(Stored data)
☆ ☆ ☆ ☆

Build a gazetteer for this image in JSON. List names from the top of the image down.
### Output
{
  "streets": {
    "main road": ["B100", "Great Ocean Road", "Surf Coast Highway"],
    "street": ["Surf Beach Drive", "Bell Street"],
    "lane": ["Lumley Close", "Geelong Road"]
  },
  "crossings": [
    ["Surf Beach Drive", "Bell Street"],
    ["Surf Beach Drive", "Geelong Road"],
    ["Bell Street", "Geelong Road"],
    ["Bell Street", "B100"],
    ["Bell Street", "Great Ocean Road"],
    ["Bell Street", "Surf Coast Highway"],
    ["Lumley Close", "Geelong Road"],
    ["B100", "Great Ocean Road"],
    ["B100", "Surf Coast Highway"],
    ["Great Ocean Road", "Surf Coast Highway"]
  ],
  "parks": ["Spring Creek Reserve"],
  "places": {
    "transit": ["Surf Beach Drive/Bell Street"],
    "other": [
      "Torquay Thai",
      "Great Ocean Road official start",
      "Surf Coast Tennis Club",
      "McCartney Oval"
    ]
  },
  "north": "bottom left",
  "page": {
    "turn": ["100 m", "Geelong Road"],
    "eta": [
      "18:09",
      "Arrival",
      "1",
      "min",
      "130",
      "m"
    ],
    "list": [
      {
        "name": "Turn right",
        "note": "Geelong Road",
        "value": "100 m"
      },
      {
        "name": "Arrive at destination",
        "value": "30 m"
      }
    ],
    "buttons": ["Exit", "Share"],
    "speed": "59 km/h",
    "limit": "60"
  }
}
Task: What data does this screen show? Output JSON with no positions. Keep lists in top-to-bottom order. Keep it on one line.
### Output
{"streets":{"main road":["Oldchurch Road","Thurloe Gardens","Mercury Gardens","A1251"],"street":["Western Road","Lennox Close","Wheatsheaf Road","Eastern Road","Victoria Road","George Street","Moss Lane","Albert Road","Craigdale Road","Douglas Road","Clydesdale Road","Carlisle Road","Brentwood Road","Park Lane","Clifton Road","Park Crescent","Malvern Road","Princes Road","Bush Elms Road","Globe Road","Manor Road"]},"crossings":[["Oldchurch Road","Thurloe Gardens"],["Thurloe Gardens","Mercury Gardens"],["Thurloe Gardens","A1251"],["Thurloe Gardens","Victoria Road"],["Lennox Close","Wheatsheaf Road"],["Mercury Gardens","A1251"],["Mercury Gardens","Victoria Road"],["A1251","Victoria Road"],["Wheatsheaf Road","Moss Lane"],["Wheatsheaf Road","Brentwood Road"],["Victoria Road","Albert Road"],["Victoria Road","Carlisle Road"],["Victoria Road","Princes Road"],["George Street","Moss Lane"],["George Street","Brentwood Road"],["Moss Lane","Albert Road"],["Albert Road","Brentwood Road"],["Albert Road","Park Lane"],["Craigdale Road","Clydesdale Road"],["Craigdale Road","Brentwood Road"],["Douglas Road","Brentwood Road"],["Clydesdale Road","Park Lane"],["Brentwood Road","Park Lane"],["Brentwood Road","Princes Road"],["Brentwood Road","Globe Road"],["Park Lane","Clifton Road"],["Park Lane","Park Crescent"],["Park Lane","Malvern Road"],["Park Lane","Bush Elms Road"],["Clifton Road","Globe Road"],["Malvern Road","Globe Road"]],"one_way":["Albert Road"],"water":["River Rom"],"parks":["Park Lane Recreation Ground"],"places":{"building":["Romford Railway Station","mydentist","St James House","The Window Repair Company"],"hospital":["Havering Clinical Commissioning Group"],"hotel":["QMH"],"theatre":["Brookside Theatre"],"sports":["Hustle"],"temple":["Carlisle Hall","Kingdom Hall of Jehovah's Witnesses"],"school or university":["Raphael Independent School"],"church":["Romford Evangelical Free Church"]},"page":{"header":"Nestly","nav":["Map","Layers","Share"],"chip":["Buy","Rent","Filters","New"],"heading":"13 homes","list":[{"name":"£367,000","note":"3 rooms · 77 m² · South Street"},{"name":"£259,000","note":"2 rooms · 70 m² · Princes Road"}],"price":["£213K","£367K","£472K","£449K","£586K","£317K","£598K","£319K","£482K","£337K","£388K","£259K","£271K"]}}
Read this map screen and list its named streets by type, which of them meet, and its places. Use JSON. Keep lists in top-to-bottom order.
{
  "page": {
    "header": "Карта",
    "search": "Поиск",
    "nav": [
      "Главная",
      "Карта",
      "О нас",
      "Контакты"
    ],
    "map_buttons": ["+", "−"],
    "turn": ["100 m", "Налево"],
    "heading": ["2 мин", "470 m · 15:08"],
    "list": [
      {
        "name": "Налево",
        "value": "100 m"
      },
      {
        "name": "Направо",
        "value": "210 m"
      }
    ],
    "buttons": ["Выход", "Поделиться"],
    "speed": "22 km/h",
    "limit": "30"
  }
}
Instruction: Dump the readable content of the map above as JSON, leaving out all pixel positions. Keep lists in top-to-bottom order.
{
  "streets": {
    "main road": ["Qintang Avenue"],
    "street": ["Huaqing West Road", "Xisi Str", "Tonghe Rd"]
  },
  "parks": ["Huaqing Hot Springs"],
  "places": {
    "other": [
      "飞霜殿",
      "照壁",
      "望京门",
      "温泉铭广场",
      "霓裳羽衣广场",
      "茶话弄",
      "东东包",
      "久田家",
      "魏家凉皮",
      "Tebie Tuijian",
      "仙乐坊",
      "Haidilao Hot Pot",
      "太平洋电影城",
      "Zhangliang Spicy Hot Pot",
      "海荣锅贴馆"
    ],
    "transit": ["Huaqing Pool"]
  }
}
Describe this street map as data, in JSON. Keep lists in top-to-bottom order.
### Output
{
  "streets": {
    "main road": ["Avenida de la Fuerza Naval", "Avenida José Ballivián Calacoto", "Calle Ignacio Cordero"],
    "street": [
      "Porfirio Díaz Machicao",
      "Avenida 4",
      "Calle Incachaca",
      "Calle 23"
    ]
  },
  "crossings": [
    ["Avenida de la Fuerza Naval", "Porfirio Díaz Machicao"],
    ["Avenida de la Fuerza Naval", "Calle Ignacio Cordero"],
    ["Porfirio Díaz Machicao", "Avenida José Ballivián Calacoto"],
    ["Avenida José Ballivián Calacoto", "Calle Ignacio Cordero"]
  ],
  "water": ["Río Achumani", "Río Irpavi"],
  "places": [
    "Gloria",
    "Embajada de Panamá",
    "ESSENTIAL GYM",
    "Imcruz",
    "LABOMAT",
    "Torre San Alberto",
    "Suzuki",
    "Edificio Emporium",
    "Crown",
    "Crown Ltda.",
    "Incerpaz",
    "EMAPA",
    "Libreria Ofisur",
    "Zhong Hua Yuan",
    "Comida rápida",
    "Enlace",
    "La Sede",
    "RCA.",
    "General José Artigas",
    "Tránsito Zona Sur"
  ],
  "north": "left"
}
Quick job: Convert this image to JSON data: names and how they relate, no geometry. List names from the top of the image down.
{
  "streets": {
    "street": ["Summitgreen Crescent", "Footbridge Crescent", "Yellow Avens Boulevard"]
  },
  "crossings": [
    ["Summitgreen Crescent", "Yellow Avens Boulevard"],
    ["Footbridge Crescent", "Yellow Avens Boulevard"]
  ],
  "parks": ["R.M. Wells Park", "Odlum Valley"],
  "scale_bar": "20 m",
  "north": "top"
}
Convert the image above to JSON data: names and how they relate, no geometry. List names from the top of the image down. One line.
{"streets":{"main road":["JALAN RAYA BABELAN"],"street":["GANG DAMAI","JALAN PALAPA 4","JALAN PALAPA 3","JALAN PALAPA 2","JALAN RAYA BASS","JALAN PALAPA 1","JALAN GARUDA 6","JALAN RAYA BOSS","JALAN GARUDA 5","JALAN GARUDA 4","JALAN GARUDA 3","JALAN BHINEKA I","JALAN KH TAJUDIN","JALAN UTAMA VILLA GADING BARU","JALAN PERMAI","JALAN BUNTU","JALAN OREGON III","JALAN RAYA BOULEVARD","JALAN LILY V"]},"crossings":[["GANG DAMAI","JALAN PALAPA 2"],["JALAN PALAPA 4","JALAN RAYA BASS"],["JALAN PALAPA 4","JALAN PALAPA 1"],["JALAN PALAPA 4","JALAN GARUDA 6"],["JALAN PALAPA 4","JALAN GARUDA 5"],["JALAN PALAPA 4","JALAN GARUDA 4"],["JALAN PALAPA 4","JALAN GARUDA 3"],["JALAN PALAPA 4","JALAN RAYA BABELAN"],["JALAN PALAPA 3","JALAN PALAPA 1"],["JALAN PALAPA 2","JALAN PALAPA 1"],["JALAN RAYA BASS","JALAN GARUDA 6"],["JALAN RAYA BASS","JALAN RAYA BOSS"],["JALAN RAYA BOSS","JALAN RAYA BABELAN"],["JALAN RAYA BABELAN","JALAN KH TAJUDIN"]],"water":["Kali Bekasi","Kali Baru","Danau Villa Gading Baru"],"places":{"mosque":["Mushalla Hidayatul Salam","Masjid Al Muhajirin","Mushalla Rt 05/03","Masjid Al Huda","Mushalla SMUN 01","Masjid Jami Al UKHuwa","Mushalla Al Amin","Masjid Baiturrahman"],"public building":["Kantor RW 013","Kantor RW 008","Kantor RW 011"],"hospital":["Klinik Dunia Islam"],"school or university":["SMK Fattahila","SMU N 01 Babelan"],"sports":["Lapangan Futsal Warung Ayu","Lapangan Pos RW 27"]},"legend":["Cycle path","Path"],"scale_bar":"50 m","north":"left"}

☆ ☆ ☆ ☆

TASK BRIEF - Word for word, please print every line from the beginning of the records to the line bearing "Task: What data", counting both ends and stopping there.

YOUR RESPONSE -
Build a gazetteer for this image in JSON. List names from the top of the image down.
### Output
{
  "streets": {
    "main road": ["B100", "Great Ocean Road", "Surf Coast Highway"],
    "street": ["Surf Beach Drive", "Bell Street"],
    "lane": ["Lumley Close", "Geelong Road"]
  },
  "crossings": [
    ["Surf Beach Drive", "Bell Street"],
    ["Surf Beach Drive", "Geelong Road"],
    ["Bell Street", "Geelong Road"],
    ["Bell Street", "B100"],
    ["Bell Street", "Great Ocean Road"],
    ["Bell Street", "Surf Coast Highway"],
    ["Lumley Close", "Geelong Road"],
    ["B100", "Great Ocean Road"],
    ["B100", "Surf Coast Highway"],
    ["Great Ocean Road", "Surf Coast Highway"]
  ],
  "parks": ["Spring Creek Reserve"],
  "places": {
    "transit": ["Surf Beach Drive/Bell Street"],
    "other": [
      "Torquay Thai",
      "Great Ocean Road official start",
      "Surf Coast Tennis Club",
      "McCartney Oval"
    ]
  },
  "north": "bottom left",
  "page": {
    "turn": ["100 m", "Geelong Road"],
    "eta": [
      "18:09",
      "Arrival",
      "1",
      "min",
      "130",
      "m"
    ],
    "list": [
      {
        "name": "Turn right",
        "note": "Geelong Road",
        "value": "100 m"
      },
      {
        "name": "Arrive at destination",
        "value": "30 m"
      }
    ],
    "buttons": ["Exit", "Share"],
    "speed": "59 km/h",
    "limit": "60"
  }
}
Task: What data does this screen show? Output JSON with no positions. Keep lists in top-to-bottom order. Keep it on one line.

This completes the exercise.